> _WHAT NEEDS TO BE DONE_
The result should be every line in the data below that carries the string "Pusta".

^^^^^^^^

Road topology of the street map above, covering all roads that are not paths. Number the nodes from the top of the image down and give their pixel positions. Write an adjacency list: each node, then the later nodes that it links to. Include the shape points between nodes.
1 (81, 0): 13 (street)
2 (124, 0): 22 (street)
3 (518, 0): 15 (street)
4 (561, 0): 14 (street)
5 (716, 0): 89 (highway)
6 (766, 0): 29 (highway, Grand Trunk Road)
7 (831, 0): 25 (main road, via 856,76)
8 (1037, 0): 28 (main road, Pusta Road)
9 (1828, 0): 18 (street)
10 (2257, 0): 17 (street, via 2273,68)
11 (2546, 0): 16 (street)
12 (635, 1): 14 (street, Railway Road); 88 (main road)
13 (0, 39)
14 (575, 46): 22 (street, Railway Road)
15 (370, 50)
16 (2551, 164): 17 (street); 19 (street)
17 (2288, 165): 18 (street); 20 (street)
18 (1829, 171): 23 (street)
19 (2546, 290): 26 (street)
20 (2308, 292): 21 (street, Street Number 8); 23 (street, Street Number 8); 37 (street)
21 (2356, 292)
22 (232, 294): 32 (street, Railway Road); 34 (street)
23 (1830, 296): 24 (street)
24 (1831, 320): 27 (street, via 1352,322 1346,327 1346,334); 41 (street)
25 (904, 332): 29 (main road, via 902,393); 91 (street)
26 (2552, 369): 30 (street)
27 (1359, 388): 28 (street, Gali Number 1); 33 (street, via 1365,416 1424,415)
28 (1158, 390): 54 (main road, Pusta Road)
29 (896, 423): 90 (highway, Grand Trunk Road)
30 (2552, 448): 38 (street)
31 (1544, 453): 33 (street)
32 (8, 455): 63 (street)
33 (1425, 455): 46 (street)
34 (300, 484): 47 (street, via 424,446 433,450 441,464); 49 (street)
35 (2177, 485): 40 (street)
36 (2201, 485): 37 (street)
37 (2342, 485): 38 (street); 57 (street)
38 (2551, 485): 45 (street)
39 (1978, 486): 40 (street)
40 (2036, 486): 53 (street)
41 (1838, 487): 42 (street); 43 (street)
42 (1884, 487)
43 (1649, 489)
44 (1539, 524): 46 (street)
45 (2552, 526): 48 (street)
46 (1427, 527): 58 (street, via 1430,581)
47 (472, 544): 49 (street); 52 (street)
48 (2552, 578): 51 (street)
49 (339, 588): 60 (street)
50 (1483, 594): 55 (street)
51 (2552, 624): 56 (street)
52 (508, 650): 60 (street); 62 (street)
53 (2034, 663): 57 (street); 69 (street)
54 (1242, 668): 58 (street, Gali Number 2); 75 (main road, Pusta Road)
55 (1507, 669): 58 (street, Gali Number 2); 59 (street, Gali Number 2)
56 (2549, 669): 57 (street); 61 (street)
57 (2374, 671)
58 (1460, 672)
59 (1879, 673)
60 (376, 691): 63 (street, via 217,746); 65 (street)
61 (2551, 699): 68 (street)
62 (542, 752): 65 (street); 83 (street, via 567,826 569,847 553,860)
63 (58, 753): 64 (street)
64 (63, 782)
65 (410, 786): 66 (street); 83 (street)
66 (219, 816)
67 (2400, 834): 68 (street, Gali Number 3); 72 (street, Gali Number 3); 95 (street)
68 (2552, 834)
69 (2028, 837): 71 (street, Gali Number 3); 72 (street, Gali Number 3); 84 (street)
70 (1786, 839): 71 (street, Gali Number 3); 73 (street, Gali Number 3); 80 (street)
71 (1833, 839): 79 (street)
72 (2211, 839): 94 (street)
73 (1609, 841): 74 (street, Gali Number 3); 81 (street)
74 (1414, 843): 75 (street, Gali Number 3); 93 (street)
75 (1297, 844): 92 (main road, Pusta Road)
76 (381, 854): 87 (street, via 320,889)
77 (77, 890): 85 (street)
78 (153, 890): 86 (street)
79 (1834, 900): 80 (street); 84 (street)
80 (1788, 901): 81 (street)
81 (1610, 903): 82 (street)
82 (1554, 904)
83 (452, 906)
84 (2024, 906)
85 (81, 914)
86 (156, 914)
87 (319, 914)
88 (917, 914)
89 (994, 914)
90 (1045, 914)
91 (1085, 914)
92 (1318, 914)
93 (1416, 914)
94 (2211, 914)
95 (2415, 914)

^^^^^^^^

> _SOLUTION TO THE PROBLEM_
8 (1037, 0): 28 (main road, Pusta Road)
28 (1158, 390): 54 (main road, Pusta Road)
54 (1242, 668): 58 (street, Gali Number 2); 75 (main road, Pusta Road)
75 (1297, 844): 92 (main road, Pusta Road)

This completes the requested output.